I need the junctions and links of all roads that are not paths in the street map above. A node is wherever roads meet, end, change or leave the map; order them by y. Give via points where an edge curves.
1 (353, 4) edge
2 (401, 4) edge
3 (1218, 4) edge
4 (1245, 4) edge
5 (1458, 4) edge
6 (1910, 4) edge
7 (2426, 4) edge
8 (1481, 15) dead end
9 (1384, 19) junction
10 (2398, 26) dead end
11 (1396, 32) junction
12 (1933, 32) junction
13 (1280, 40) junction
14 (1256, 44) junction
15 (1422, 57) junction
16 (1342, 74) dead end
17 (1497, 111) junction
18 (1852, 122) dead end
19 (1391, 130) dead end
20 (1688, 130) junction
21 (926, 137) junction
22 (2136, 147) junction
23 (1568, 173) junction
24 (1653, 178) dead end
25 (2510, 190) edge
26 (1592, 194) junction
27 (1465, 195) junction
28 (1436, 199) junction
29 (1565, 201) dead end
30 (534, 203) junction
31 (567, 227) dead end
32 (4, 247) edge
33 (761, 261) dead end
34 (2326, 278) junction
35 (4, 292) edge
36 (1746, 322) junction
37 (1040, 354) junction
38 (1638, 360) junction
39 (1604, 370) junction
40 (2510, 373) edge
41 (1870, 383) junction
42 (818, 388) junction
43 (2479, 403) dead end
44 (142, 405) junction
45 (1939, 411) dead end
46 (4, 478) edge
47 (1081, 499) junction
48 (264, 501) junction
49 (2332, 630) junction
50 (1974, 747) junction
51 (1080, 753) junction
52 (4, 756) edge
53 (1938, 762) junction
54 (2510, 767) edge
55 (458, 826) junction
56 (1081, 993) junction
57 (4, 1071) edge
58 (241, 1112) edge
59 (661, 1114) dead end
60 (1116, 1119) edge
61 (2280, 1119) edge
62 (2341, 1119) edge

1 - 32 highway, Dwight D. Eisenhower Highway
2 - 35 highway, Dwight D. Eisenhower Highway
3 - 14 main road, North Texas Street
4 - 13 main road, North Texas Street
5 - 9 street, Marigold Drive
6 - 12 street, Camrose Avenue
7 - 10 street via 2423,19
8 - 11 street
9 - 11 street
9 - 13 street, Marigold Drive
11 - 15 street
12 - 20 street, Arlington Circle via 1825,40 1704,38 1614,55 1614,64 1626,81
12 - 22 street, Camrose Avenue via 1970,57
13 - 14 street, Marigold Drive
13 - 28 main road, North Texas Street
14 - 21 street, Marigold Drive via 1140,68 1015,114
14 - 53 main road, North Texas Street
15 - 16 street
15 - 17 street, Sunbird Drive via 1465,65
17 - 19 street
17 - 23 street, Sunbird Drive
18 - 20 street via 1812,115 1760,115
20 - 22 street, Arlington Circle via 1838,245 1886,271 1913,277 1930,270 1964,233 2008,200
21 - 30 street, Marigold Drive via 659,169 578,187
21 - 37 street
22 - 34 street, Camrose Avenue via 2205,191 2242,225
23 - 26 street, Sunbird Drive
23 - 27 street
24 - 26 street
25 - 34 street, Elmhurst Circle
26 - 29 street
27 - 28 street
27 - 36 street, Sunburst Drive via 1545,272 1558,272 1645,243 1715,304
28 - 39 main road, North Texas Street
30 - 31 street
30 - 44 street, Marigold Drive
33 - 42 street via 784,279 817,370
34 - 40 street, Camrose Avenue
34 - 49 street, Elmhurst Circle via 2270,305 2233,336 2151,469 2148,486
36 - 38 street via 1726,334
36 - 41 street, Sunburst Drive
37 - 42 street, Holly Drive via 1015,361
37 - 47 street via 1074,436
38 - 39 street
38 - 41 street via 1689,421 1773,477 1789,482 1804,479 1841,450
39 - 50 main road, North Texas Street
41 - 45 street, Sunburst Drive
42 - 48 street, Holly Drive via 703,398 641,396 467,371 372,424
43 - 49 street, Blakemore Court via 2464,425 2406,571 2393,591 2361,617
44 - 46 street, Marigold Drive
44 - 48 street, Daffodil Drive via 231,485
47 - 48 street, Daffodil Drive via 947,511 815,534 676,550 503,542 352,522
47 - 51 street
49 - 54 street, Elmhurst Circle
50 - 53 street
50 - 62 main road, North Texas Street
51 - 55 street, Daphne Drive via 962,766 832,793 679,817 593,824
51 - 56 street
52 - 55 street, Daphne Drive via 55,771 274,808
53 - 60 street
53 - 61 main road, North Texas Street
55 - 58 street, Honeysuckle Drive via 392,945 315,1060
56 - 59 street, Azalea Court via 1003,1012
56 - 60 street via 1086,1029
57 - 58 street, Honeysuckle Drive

+ + + + +

Your objective
Would you please restate all of the entries exactly?

Answer for this exercise
I need the junctions and links of all roads that are not paths in the street map above. A node is wherever roads meet, end, change or leave the map; order them by y. Give via points where an edge curves.
1 (353, 4) edge
2 (401, 4) edge
3 (1218, 4) edge
4 (1245, 4) edge
5 (1458, 4) edge
6 (1910, 4) edge
7 (2426, 4) edge
8 (1481, 15) dead end
9 (1384, 19) junction
10 (2398, 26) dead end
11 (1396, 32) junction
12 (1933, 32) junction
13 (1280, 40) junction
14 (1256, 44) junction
15 (1422, 57) junction
16 (1342, 74) dead end
17 (1497, 111) junction
18 (1852, 122) dead end
19 (1391, 130) dead end
20 (1688, 130) junction
21 (926, 137) junction
22 (2136, 147) junction
23 (1568, 173) junction
24 (1653, 178) dead end
25 (2510, 190) edge
26 (1592, 194) junction
27 (1465, 195) junction
28 (1436, 199) junction
29 (1565, 201) dead end
30 (534, 203) junction
31 (567, 227) dead end
32 (4, 247) edge
33 (761, 261) dead end
34 (2326, 278) junction
35 (4, 292) edge
36 (1746, 322) junction
37 (1040, 354) junction
38 (1638, 360) junction
39 (1604, 370) junction
40 (2510, 373) edge
41 (1870, 383) junction
42 (818, 388) junction
43 (2479, 403) dead end
44 (142, 405) junction
45 (1939, 411) dead end
46 (4, 478) edge
47 (1081, 499) junction
48 (264, 501) junction
49 (2332, 630) junction
50 (1974, 747) junction
51 (1080, 753) junction
52 (4, 756) edge
53 (1938, 762) junction
54 (2510, 767) edge
55 (458, 826) junction
56 (1081, 993) junction
57 (4, 1071) edge
58 (241, 1112) edge
59 (661, 1114) dead end
60 (1116, 1119) edge
61 (2280, 1119) edge
62 (2341, 1119) edge

1 - 32 highway, Dwight D. Eisenhower Highway
2 - 35 highway, Dwight D. Eisenhower Highway
3 - 14 main road, North Texas Street
4 - 13 main road, North Texas Street
5 - 9 street, Marigold Drive
6 - 12 street, Camrose Avenue
7 - 10 street via 2423,19
8 - 11 street
9 - 11 street
9 - 13 street, Marigold Drive
11 - 15 street
12 - 20 street, Arlington Circle via 1825,40 1704,38 1614,55 1614,64 1626,81
12 - 22 street, Camrose Avenue via 1970,57
13 - 14 street, Marigold Drive
13 - 28 main road, North Texas Street
14 - 21 street, Marigold Drive via 1140,68 1015,114
14 - 53 main road, North Texas Street
15 - 16 street
15 - 17 street, Sunbird Drive via 1465,65
17 - 19 street
17 - 23 street, Sunbird Drive
18 - 20 street via 1812,115 1760,115
20 - 22 street, Arlington Circle via 1838,245 1886,271 1913,277 1930,270 1964,233 2008,200
21 - 30 street, Marigold Drive via 659,169 578,187
21 - 37 street
22 - 34 street, Camrose Avenue via 2205,191 2242,225
23 - 26 street, Sunbird Drive
23 - 27 street
24 - 26 street
25 - 34 street, Elmhurst Circle
26 - 29 street
27 - 28 street
27 - 36 street, Sunburst Drive via 1545,272 1558,272 1645,243 1715,304
28 - 39 main road, North Texas Street
30 - 31 street
30 - 44 street, Marigold Drive
33 - 42 street via 784,279 817,370
34 - 40 street, Camrose Avenue
34 - 49 street, Elmhurst Circle via 2270,305 2233,336 2151,469 2148,486
36 - 38 street via 1726,334
36 - 41 street, Sunburst Drive
37 - 42 street, Holly Drive via 1015,361
37 - 47 street via 1074,436
38 - 39 street
38 - 41 street via 1689,421 1773,477 1789,482 1804,479 1841,450
39 - 50 main road, North Texas Street
41 - 45 street, Sunburst Drive
42 - 48 street, Holly Drive via 703,398 641,396 467,371 372,424
43 - 49 street, Blakemore Court via 2464,425 2406,571 2393,591 2361,617
44 - 46 street, Marigold Drive
44 - 48 street, Daffodil Drive via 231,485
47 - 48 street, Daffodil Drive via 947,511 815,534 676,550 503,542 352,522
47 - 51 street
49 - 54 street, Elmhurst Circle
50 - 53 street
50 - 62 main road, North Texas Street
51 - 55 street, Daphne Drive via 962,766 832,793 679,817 593,824
51 - 56 street
52 - 55 street, Daphne Drive via 55,771 274,808
53 - 60 street
53 - 61 main road, North Texas Street
55 - 58 street, Honeysuckle Drive via 392,945 315,1060
56 - 59 street, Azalea Court via 1003,1012
56 - 60 street via 1086,1029
57 - 58 street, Honeysuckle Drive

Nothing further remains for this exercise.